Tesla North compared the newly posted V5 specifications with the outgoing V4 kit. Its walkthrough puts the new terminal at 384 by 306 by 34 millimeters and 1.1 kilograms.

V4 is listed at 2.9 kilograms, which means the dish itself has shed well over half its weight. The complete V5 package is also reported at 3.8 kilograms, down from 6.45 kilograms for the V4 kit.

The power reduction may be the biggest everyday win. V5 is reported to average 35 to 50 watts, compared with 75 to 100 watts for V4.

That can translate into less energy use around the clock, longer runtime on a battery system and less strain for mobile or remote installations. The smaller power supply is lighter too, trimming another piece of the kit that customers have to store, route and protect.

SpaceX did not get there by emptying the box. The package reportedly includes the terminal, kickstand, Router Mini with stand, a pipe adapter, a 15-meter Starlink cable, an AC cable and a two-meter Ethernet cable.

Including the pipe adapter is a thoughtful upgrade for permanent installations, because buyers no longer have to solve that basic mounting connection separately.

The durability figures are equally striking. Tesla North reports an operational wind rating of up to 265 kilometers per hour for the mounted V5 terminal, along with the same 110-degree field of view and IP67 Type 4 environmental rating associated with the current setup.

The kit still uses the Wi-Fi 6 Router Mini, with two built-in gigabit Ethernet ports and support for a large connected-device load. Initial availability is limited to selected areas, with a wider rollout expected as production grows.

There is one spec-sheet wrinkle: V4 can show a higher theoretical 400+ Mbps ceiling on a Residential Max plan. That does not make V5 a step backward.

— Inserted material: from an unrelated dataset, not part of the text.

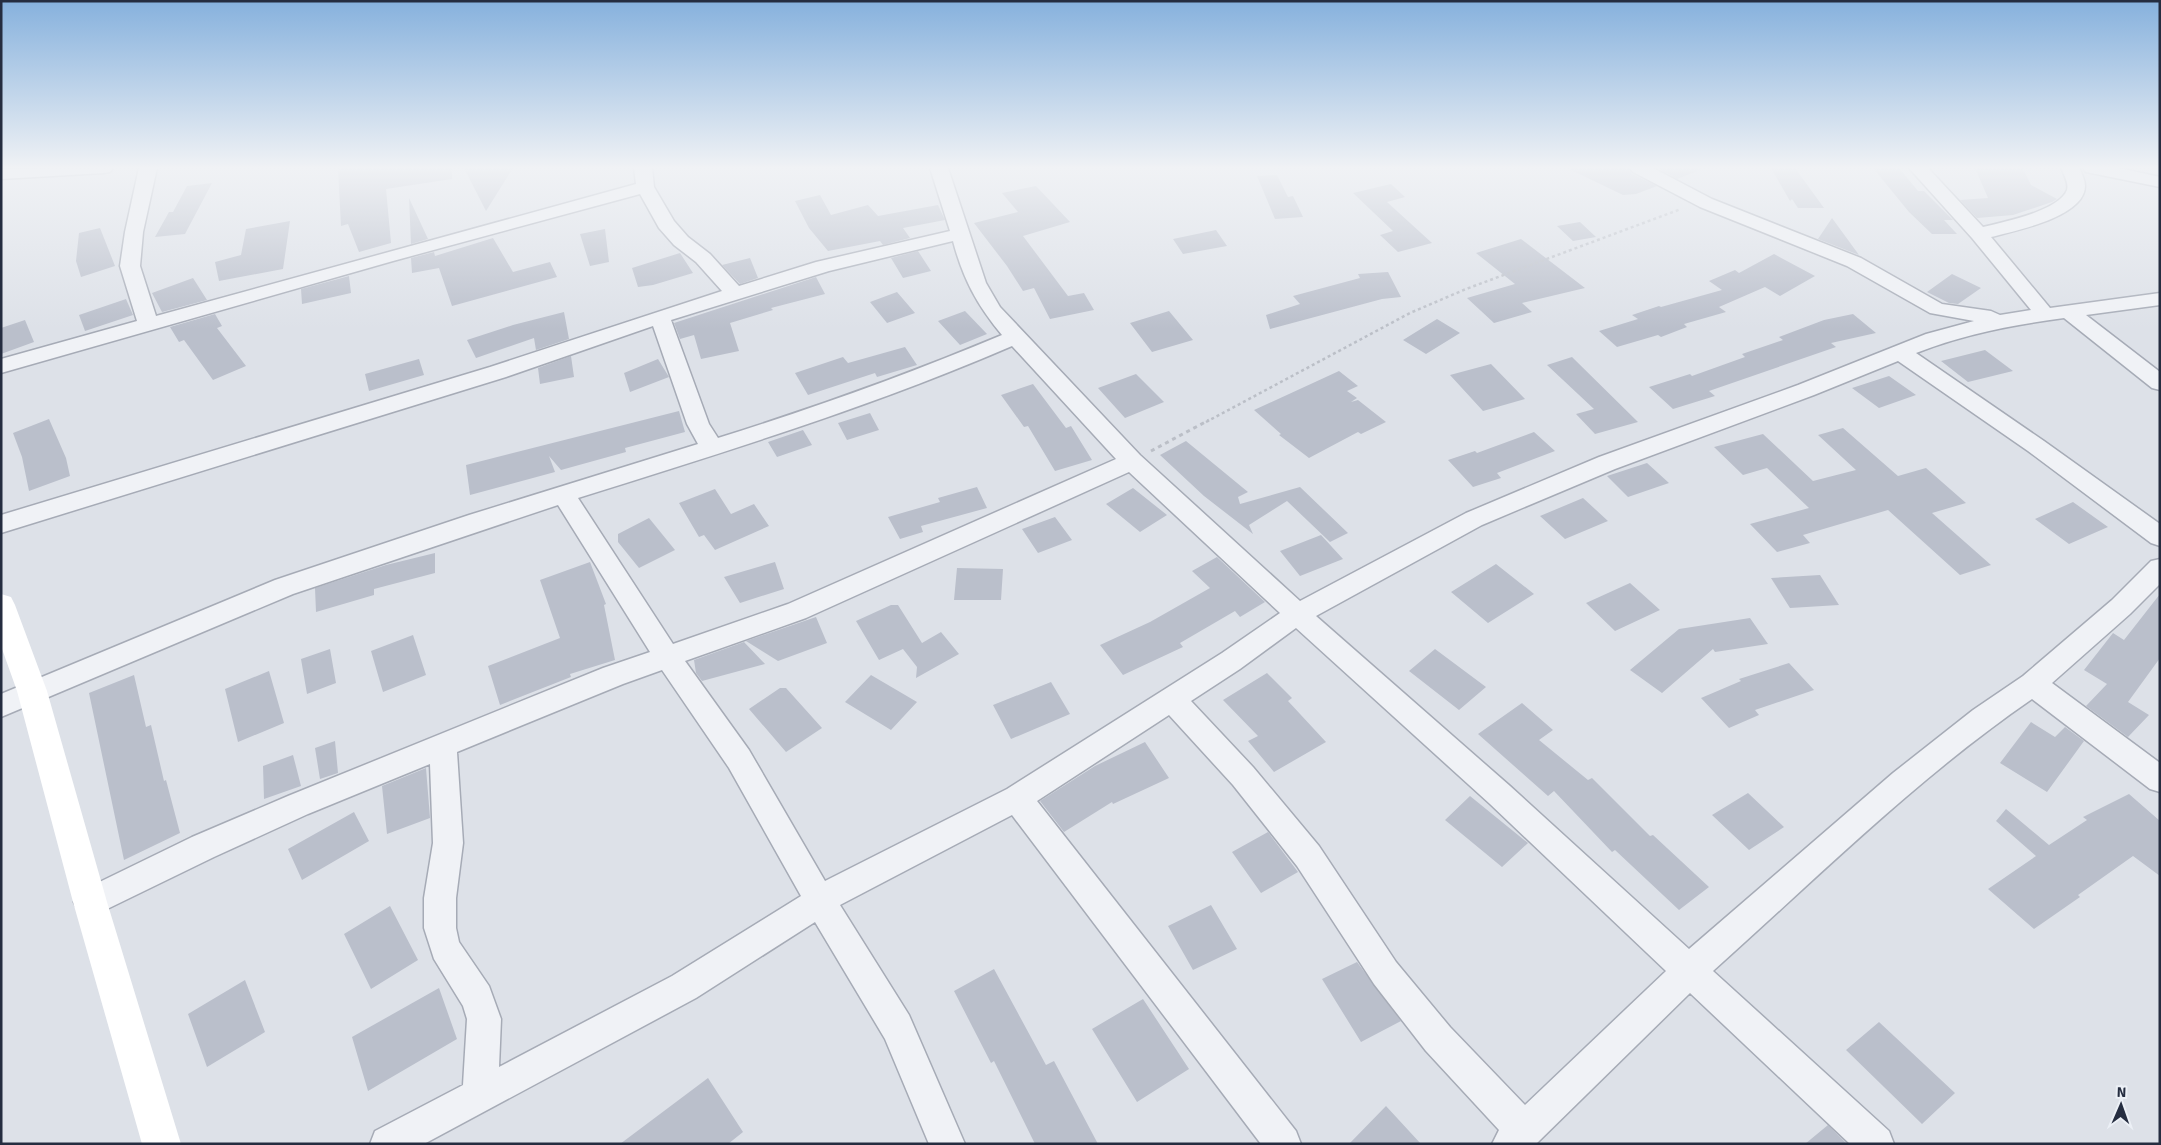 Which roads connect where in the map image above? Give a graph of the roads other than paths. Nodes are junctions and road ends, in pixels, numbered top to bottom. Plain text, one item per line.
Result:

A theoretical maximum is only one part of the experience, and the new terminal trades a little top-end paper number for dramatic gains in size, weight, power use and ruggedness. For most homes, that is an easy trade to understand.

Michael Nicolls added another piece of the story later Tuesday night. He said V5 was built around performance, reliability and scalability, using lessons learned from Starlink’s earlier products.

He also said the new terminal was designed and manufactured in the United States.

That last word—scalability—is the quiet heart of this release.

A terminal that uses fewer materials, ships in a lighter package and pulls less power should be easier to manufacture and deploy at scale. It can lower friction for the customer at the same time it lowers friction for Starlink.

That is exactly the kind of product improvement that compounds as a network moves from millions of users toward many millions more.

V5 does not need a wild new shape or a flashy name to be a meaningful upgrade. It is smaller where smaller helps, tougher where tougher matters and still fast enough to replace conventional broadband for plenty of households.

Sometimes the smartest next-generation hardware is simply the version that asks less from the person installing it.